I am writing an Insert function for a hash table and I need to create a key-value pair(struct Item) in that function. I found that if I create it on the stack e.g. Item item(key, value);
, then every time when I call Insert, different key-value pair will be created in the same location on the stack. This won't happen if I use heap-allocation memory. Why they are at the same location on the stack?
Here is my sample code:
void Insert (int key, int value) {
int hash_value = Hash(key);
if (hash_value >= table.size() || hash_value < 0) {
throw std::out_of_range("Cannot insert.");
} else {
Item *item = new Item(key, value); // This will work
// Item item2(key, value); This does not work
if (!table[hash_value]) { // there is not item in this cell
Cell *c = new Cell(0, item); // Cell *c = new Cell(0, &item2)
table[hash_value] = c;
} else { // try next one, if occupied, the one after ...
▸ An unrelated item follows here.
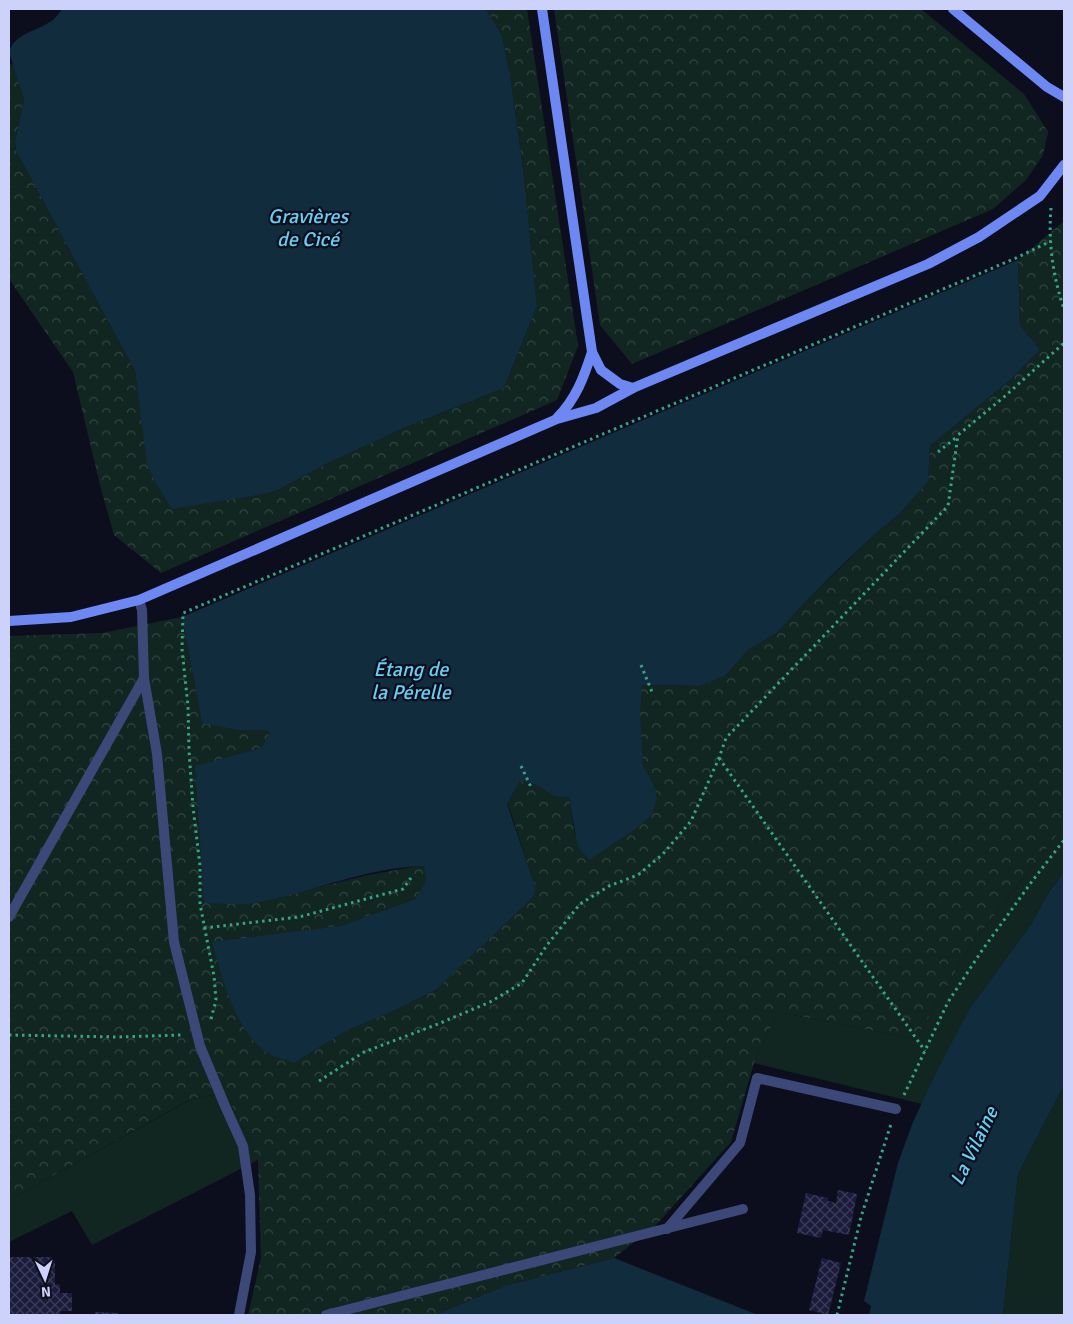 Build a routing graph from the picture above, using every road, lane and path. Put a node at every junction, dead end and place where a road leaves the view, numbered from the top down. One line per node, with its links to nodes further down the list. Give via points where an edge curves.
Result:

int index = hash_value + 1;
while (table[index]) {
++index;
if (index == table.size()) {
index = 0;
} else if (index == hash_value) {
throw std::out_of_range("Opps! The table is full! Cannot insert!");
}
}
Cell *c = new Cell(0, item); // Cell *c = new Cell(0, &item2)
table[index] = c;
}
}
}
Item2 is stack allocated and the way I used it was in the comments.